Laurie colgó el teléfono y, con cierta renuencia, dejó el rizador desmontado y bajó de nuevo al depósito. Sin ponerse la protección de rigor, Laurie asomó la cabeza por la puerta e inmediatamente se dio cuenta de que Bingham se había ido.
—¿El jefe te ha dejado que termines? —dijo Laurie a Paul alzando la voz. Paul se volvió hacia ella.
—Dad gracias a Dios por los pequeños favores —dijo Paul, su voz ligeramente amortiguada por la mascarilla—. Suerte que tenía que subir a la rueda de prensa que estaba programada. Imagino que me creerá capaz de coser el cadáver.
—Vamos, Paul —dijo Laurie como para animarle—. Piensa que Bingham siempre trata a la gente en la mesa de autopsias como si fueran incompetentes.
—Intentaré tenerlo presente —dijo Paul, no muy convencido.
Laurie dejó que la puerta se cerrase. Para subir a la primera planta utilizó las escaleras del fondo del depósito. No tenía sentido esperar el ascensor para subir ella sola.

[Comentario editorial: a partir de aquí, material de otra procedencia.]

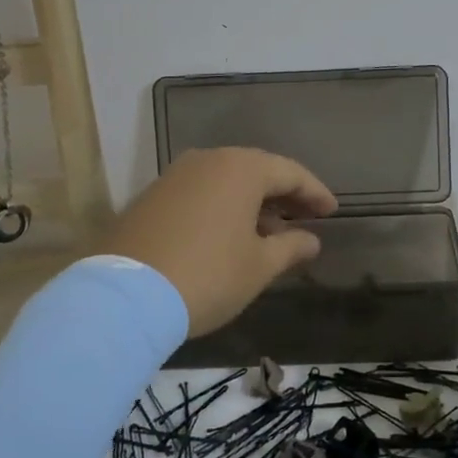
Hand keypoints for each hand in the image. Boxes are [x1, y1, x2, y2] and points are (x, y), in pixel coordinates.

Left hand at [99, 147, 337, 337]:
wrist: (125, 297)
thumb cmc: (207, 276)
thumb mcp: (258, 266)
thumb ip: (290, 247)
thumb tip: (312, 240)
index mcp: (240, 168)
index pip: (290, 172)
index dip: (315, 192)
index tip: (332, 211)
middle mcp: (208, 160)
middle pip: (257, 171)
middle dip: (284, 195)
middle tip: (306, 217)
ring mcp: (175, 176)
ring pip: (226, 181)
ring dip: (253, 202)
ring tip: (270, 232)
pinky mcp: (151, 196)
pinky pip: (200, 192)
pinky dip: (223, 207)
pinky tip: (230, 235)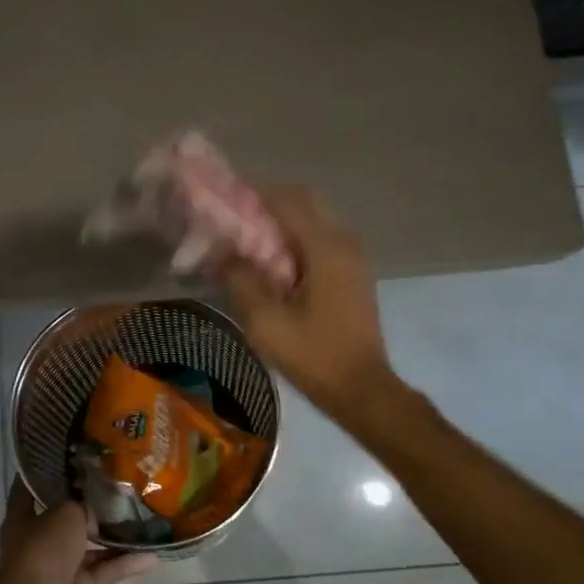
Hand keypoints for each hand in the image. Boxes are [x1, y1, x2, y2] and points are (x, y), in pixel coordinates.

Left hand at [0, 480, 156, 583]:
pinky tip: (151, 555)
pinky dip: (124, 564)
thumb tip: (99, 504)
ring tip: (142, 517)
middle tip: (119, 485)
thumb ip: (84, 503)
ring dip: (113, 536)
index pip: (31, 487)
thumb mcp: (66, 512)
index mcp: (24, 516)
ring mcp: (59, 564)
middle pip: (67, 517)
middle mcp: (40, 538)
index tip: (70, 456)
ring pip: (90, 545)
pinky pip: (104, 570)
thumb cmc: (44, 548)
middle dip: (90, 505)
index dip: (47, 471)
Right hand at [219, 187, 396, 417]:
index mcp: (326, 248)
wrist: (361, 389)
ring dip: (283, 221)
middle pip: (306, 202)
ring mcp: (354, 257)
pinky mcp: (353, 274)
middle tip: (235, 219)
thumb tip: (222, 253)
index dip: (253, 195)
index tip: (223, 201)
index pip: (287, 201)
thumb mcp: (266, 322)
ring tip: (248, 239)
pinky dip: (296, 239)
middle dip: (269, 203)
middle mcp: (345, 242)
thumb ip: (240, 280)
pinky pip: (322, 240)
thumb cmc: (314, 355)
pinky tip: (272, 262)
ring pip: (315, 219)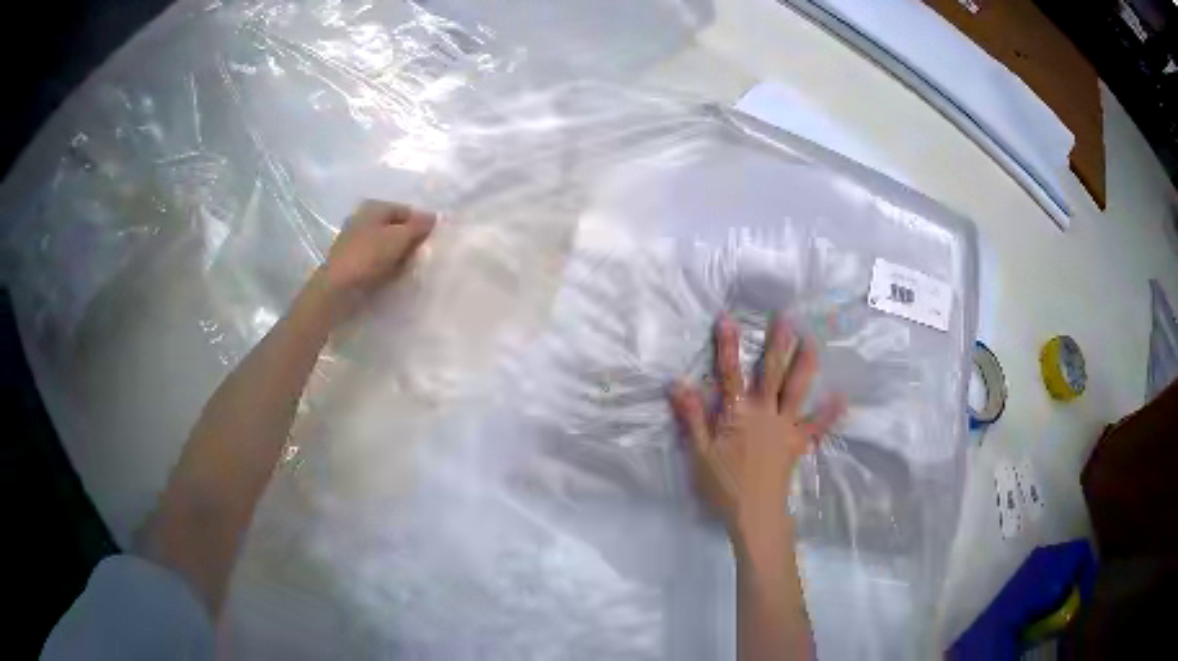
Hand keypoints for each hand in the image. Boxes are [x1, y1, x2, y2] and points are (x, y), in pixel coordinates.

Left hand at [313, 199, 435, 320]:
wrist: (337, 288)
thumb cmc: (368, 256)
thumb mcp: (399, 237)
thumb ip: (418, 226)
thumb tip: (434, 217)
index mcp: (374, 207)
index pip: (407, 211)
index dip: (421, 224)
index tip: (431, 242)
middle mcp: (364, 219)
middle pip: (396, 228)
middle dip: (410, 241)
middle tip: (421, 256)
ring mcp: (357, 241)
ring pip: (387, 245)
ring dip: (399, 255)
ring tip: (408, 268)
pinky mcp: (354, 262)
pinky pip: (377, 260)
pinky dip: (387, 266)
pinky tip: (392, 276)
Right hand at [670, 314, 844, 544]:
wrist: (754, 513)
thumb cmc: (724, 485)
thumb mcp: (699, 452)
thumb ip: (692, 416)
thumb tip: (677, 383)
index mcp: (738, 414)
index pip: (730, 374)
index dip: (727, 347)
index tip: (727, 319)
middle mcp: (765, 413)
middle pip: (771, 374)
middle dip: (777, 344)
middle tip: (786, 317)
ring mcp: (786, 427)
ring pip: (797, 390)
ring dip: (805, 365)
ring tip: (813, 341)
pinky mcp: (798, 443)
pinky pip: (817, 426)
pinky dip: (829, 413)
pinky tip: (842, 397)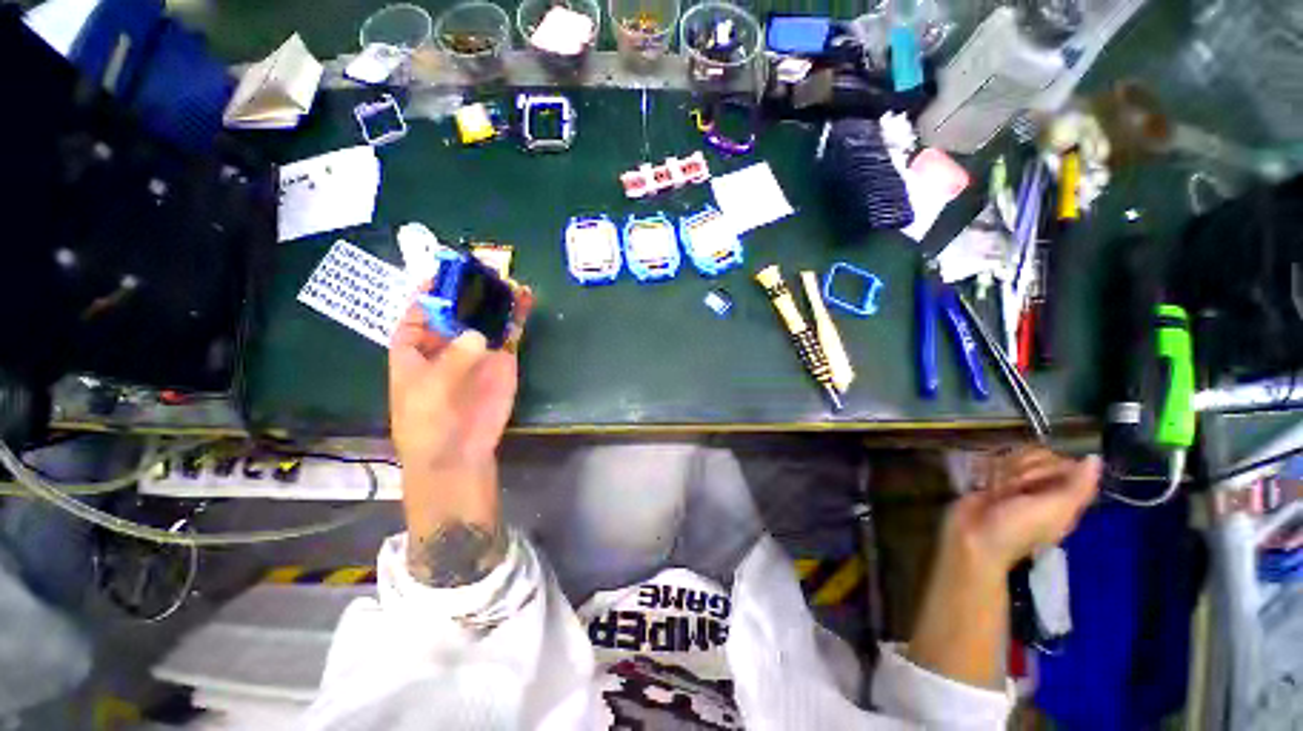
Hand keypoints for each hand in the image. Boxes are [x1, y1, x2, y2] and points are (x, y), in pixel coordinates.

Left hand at [389, 284, 532, 586]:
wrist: (460, 452)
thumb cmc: (429, 422)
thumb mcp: (430, 389)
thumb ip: (453, 358)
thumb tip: (478, 335)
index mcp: (415, 350)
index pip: (417, 314)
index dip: (427, 293)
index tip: (442, 272)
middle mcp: (447, 345)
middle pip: (456, 311)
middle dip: (467, 290)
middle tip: (483, 267)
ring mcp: (478, 352)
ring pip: (486, 319)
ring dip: (496, 300)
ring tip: (507, 278)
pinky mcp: (502, 360)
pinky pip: (510, 334)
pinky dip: (517, 317)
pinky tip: (525, 298)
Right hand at [946, 447, 1100, 573]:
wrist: (974, 537)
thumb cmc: (1017, 528)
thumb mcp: (1054, 510)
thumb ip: (1079, 486)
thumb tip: (1095, 457)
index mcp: (1064, 496)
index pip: (1066, 463)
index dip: (1050, 467)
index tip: (1038, 483)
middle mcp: (1043, 487)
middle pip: (1039, 455)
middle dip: (1024, 469)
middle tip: (1016, 490)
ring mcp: (1017, 483)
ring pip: (1015, 456)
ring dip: (1004, 472)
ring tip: (999, 491)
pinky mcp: (993, 479)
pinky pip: (995, 461)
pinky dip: (989, 471)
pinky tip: (987, 486)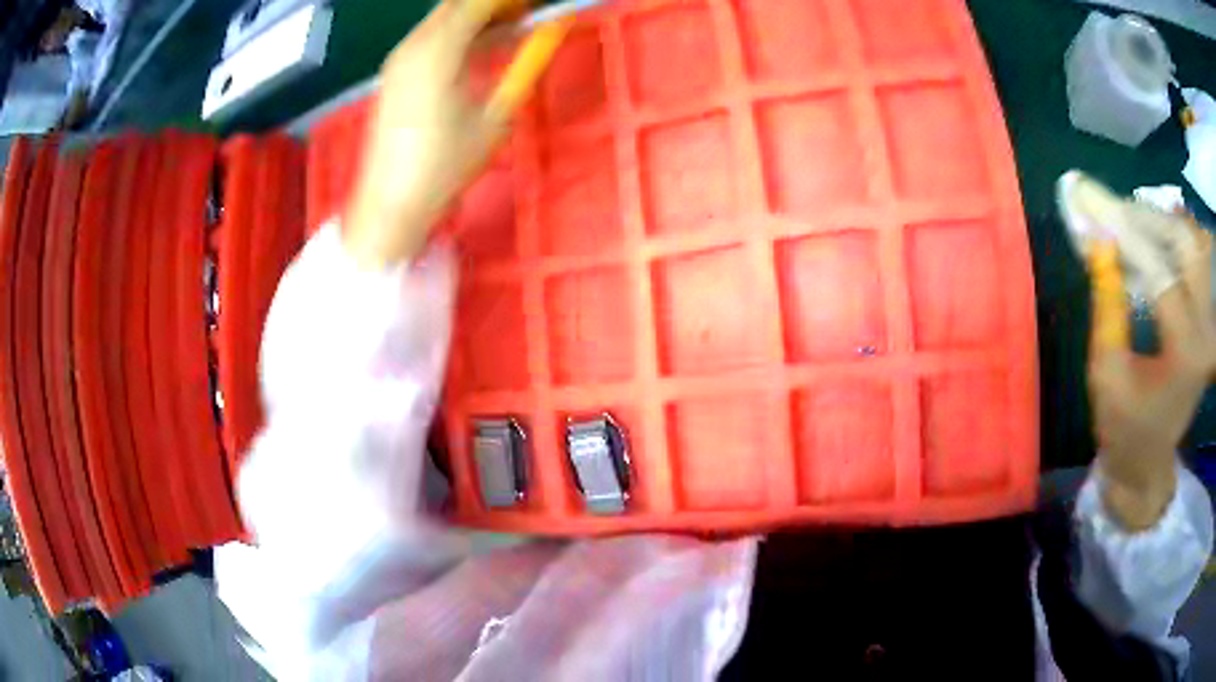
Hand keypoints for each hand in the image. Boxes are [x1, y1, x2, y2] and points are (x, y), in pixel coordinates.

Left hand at [344, 0, 538, 268]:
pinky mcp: (394, 73)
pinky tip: (481, 49)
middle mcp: (414, 44)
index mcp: (439, 51)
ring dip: (477, 16)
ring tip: (513, 29)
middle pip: (457, 3)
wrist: (391, 201)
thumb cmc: (446, 164)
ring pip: (442, 17)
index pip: (479, 2)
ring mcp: (399, 57)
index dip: (511, 1)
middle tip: (528, 14)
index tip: (539, 8)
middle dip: (494, 4)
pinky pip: (430, 36)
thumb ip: (526, 64)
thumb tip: (553, 28)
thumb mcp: (496, 116)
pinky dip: (458, 33)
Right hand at [1084, 186, 1214, 530]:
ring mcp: (1208, 317)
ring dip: (1156, 222)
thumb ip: (1107, 303)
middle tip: (1107, 205)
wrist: (1148, 459)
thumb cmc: (1124, 426)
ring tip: (1122, 217)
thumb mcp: (1106, 372)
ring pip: (1189, 240)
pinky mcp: (1205, 311)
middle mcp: (1205, 327)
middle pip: (1183, 242)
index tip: (1088, 200)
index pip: (1159, 272)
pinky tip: (1144, 234)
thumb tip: (1098, 239)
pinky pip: (1190, 254)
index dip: (1123, 232)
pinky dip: (1165, 236)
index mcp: (1186, 352)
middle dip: (1144, 216)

El pasillo del primer piso estaba abarrotado de gente de la prensa y la televisión. Laurie consiguió llegar a la puerta doble que daba a la sala de Conferencias. Por encima de las cabezas de los periodistas pudo ver la brillante y calva coronilla de Bingham reflejando la chillona iluminación instalada para las cámaras de televisión. Bingham respondía a las preguntas del hemiciclo y sudaba copiosamente. Laurie se dio cuenta al momento de que era humanamente imposible poder hablar con él sobre el asunto del Manhattan General. Poniéndose de puntillas, Laurie escudriñó la sala en busca del doctor Calvin Washington, el inspector médico delegado. Normalmente era fácil distinguirle entre un montón de gente por su metro noventa y siete y sus ciento catorce kilos de hombre de color. Por fin, Laurie lo divisó de pie junto a la puerta que comunicaba la sala de Conferencias con el despacho del jefe.
Saliendo por la recepción y atajando después por las oficinas del jefe, Laurie consiguió acercarse a Calvin por detrás. Pero cuando llegó donde estaba, dudó. El doctor Washington tenía un carácter violento. Su físico y su humor intimidaban a la mayoría de la gente, incluida Laurie. Haciendo acopio de coraje, Laurie le tocó ligeramente en el brazo. Él se giró de inmediato. Sus ojos oscuros barrieron a Laurie de una mirada. Que no estaba contento parecía bastante claro.
—¿Qué hay? —preguntó en un susurro forzado.
—¿Puedo hablar un momento con usted? —preguntó Laurie—. Se trata de un asunto de trámites con referencia a un caso del Manhattan General.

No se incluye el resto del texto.